This pissed me off mightily because a few months earlier, I'd received the following e-mail summarizing the thrust of a new piece of legislation called the RAVE Act (short for Reducing American's Vulnerability to Ecstasy) from the Electronic Music Defense and Education Fund (EMDEF):

"Legislation has been introduced in the Senate that would modify Title 21 U.S. Code Section 856 (aka the 'crack house law') so that prosecutors could more readily use the statute against venue owners, managers, promoters, and others.... Senator Biden introduced S.2633 'to tailor [the crack house] statute more precisely to the problem at hand' (i.e., target raves). Biden's legislation would expand the definition of what is considered a criminal act under 21 U.S.C. 856 and add civil liability damages ($250,000 minimum) to the existing criminal penalties (up to 20 years in prison and/or $500,000 fine). This legislation could have a devastating effect on the electronic dance-music scene."

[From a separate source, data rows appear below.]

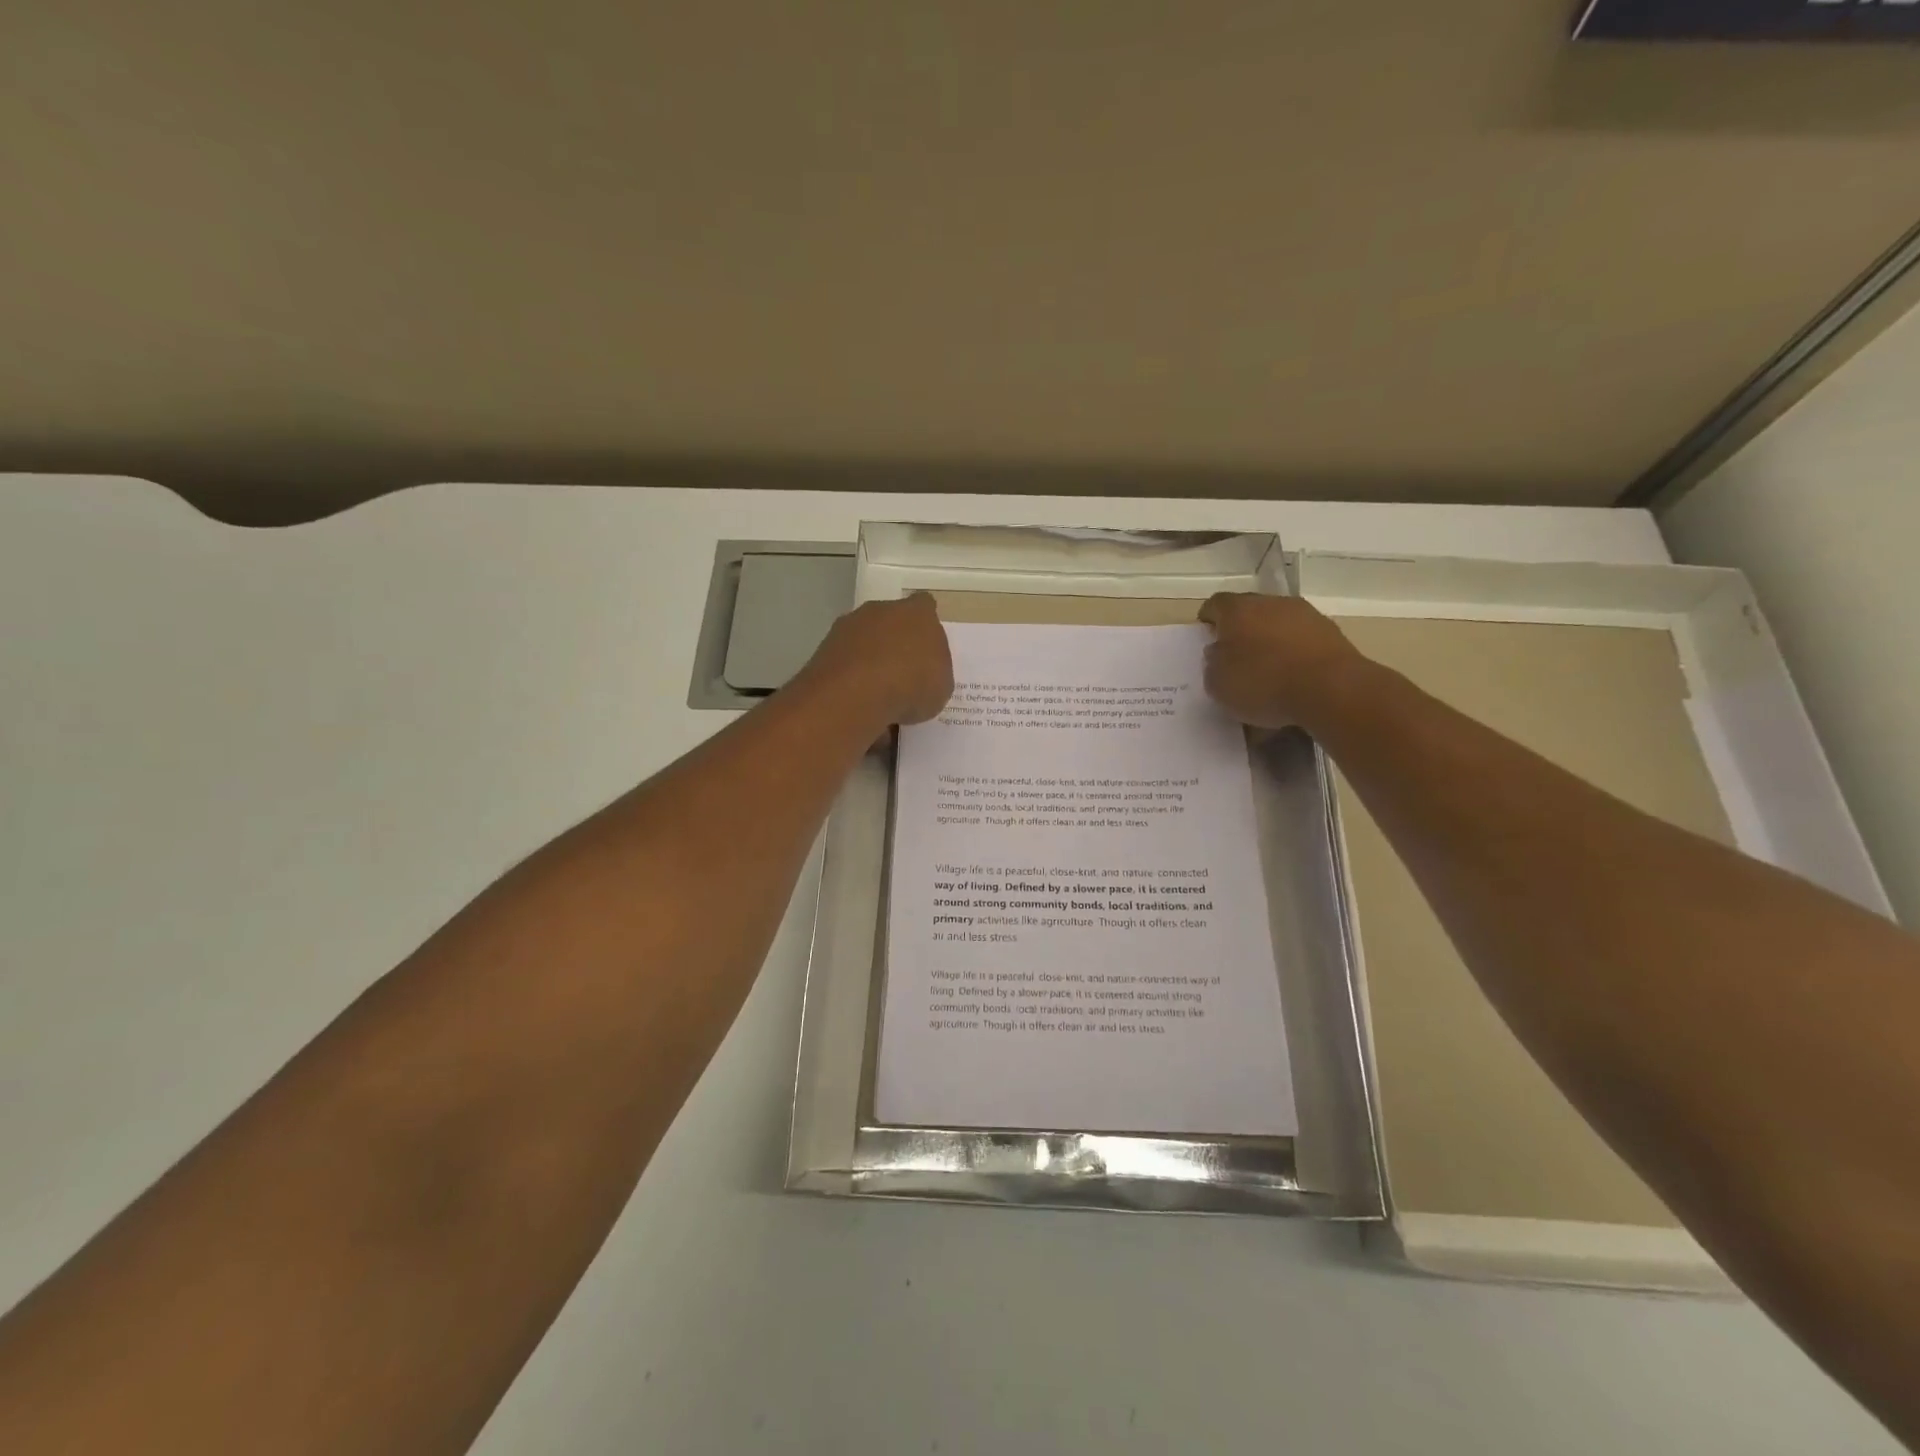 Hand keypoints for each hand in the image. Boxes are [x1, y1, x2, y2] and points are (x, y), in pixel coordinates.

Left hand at [800, 592, 953, 726]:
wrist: (856, 694)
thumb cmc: (912, 684)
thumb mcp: (941, 686)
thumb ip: (934, 673)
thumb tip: (922, 675)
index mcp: (917, 613)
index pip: (925, 607)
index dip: (925, 626)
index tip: (926, 647)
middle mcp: (880, 611)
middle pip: (889, 621)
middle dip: (894, 643)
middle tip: (902, 675)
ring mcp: (847, 628)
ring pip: (863, 642)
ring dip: (869, 662)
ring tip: (878, 697)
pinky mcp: (823, 650)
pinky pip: (844, 663)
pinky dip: (850, 680)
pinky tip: (857, 705)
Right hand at [1198, 592, 1361, 729]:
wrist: (1330, 690)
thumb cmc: (1263, 683)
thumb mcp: (1218, 683)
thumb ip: (1213, 663)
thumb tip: (1219, 652)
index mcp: (1238, 610)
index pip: (1215, 604)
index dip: (1208, 620)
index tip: (1207, 637)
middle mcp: (1272, 603)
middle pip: (1249, 610)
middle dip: (1240, 629)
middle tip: (1235, 655)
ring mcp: (1306, 615)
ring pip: (1278, 623)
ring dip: (1270, 639)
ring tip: (1267, 669)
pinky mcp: (1331, 633)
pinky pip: (1302, 639)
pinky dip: (1294, 653)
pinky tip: (1292, 677) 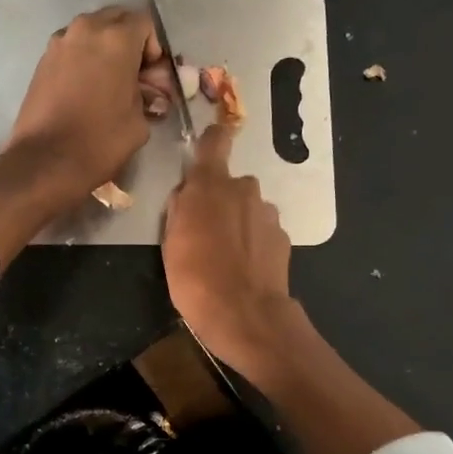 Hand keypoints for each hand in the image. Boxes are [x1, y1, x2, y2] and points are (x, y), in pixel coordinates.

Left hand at [6, 5, 169, 204]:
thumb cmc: (100, 141)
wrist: (45, 161)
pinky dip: (85, 59)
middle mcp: (86, 29)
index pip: (145, 23)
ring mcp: (59, 42)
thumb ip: (147, 95)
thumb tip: (147, 91)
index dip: (154, 48)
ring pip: (92, 31)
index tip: (153, 76)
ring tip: (110, 82)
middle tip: (135, 75)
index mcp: (116, 39)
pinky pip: (73, 48)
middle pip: (116, 19)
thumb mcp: (139, 121)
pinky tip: (87, 89)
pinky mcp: (43, 60)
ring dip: (106, 48)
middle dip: (130, 41)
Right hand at [162, 122, 300, 375]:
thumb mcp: (170, 243)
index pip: (215, 141)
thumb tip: (187, 194)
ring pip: (248, 209)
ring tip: (225, 257)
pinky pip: (262, 231)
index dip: (213, 138)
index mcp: (210, 185)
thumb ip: (179, 209)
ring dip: (238, 223)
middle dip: (220, 200)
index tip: (210, 142)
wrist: (244, 315)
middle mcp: (244, 190)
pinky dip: (253, 243)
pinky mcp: (282, 237)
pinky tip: (244, 268)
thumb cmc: (195, 278)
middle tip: (204, 232)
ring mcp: (267, 213)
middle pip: (230, 184) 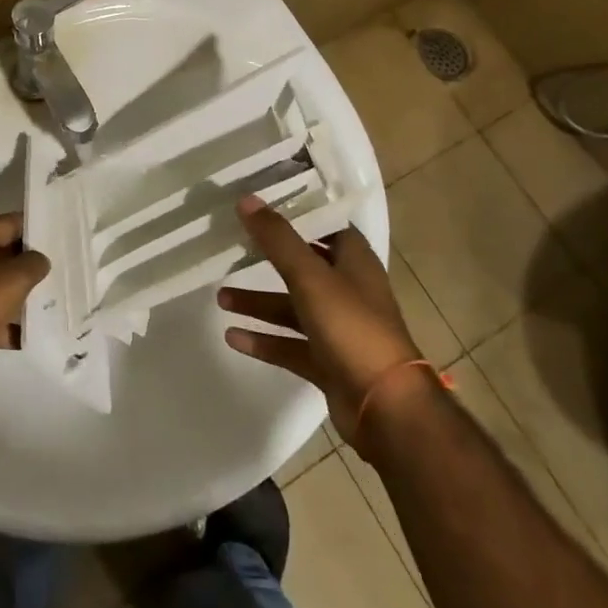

While politicians in Washington, D.C., sought to equate the promotion of electronic-music events with drug trafficking, ultraviolent, dangerous, clearly drug-fueled events such as the 106.7 Weenie Roast were able to go off without any extra attention from the DEA, media, Justice Department or grandstanding politicians. Rock music was something that white-haired, gin-blossomed, turkey-necked legislators could relate to. They'd grown up listening to it. Rock, in their minds, was safe. More importantly, its link to corporate America -- and corporate America's deep pockets -- was total and, therefore, beyond reproach.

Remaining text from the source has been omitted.